(Beginning of RECORDS SUPPLIED)
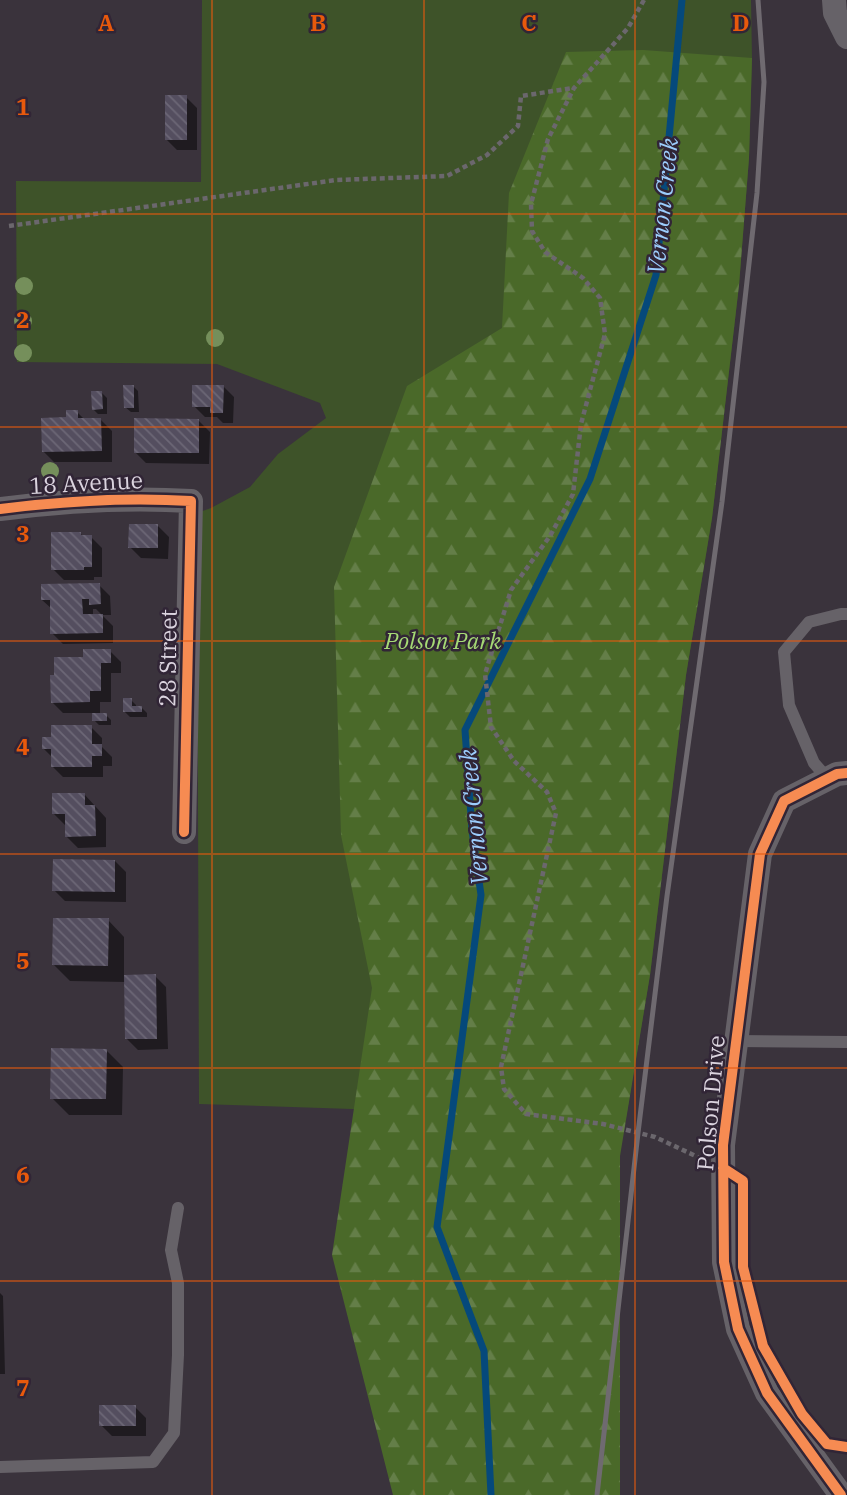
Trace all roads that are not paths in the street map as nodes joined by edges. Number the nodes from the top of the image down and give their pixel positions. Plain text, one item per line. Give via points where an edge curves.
1 (834, 0) edge
2 (847, 37) edge
3 (175, 500) joint
4 (0, 509) edge
5 (847, 614) edge
6 (837, 776) edge
7 (184, 832) dead end
8 (736, 1041) junction
9 (847, 1042) edge
10 (178, 1208) dead end
11 (0, 1467) edge
12 (841, 1487) edge

1 - 2 street
3 - 4 street, 18 Avenue
3 - 7 street, 28 Street via 191,501
5 - 6 lane via 809,622 785,652 789,705 814,763
6 - 8 street, Polson Drive via 784,801 760,854
8 - 9 lane
8 - 12 street, Polson Drive via 723,1145 723,1262 738,1329 767,1393
10 - 11 lane via 171,1250 178,1283 174,1433 153,1462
(End of RECORDS SUPPLIED)
BRIEF: It would help to have the listing above repeated exactly, with all images removed.

SOLVED PROBLEM:
Trace all roads that are not paths in the street map as nodes joined by edges. Number the nodes from the top of the image down and give their pixel positions. Plain text, one item per line. Give via points where an edge curves.
1 (834, 0) edge
2 (847, 37) edge
3 (175, 500) joint
4 (0, 509) edge
5 (847, 614) edge
6 (837, 776) edge
7 (184, 832) dead end
8 (736, 1041) junction
9 (847, 1042) edge
10 (178, 1208) dead end
11 (0, 1467) edge
12 (841, 1487) edge

1 - 2 street
3 - 4 street, 18 Avenue
3 - 7 street, 28 Street via 191,501
5 - 6 lane via 809,622 785,652 789,705 814,763
6 - 8 street, Polson Drive via 784,801 760,854
8 - 9 lane
8 - 12 street, Polson Drive via 723,1145 723,1262 738,1329 767,1393
10 - 11 lane via 171,1250 178,1283 174,1433 153,1462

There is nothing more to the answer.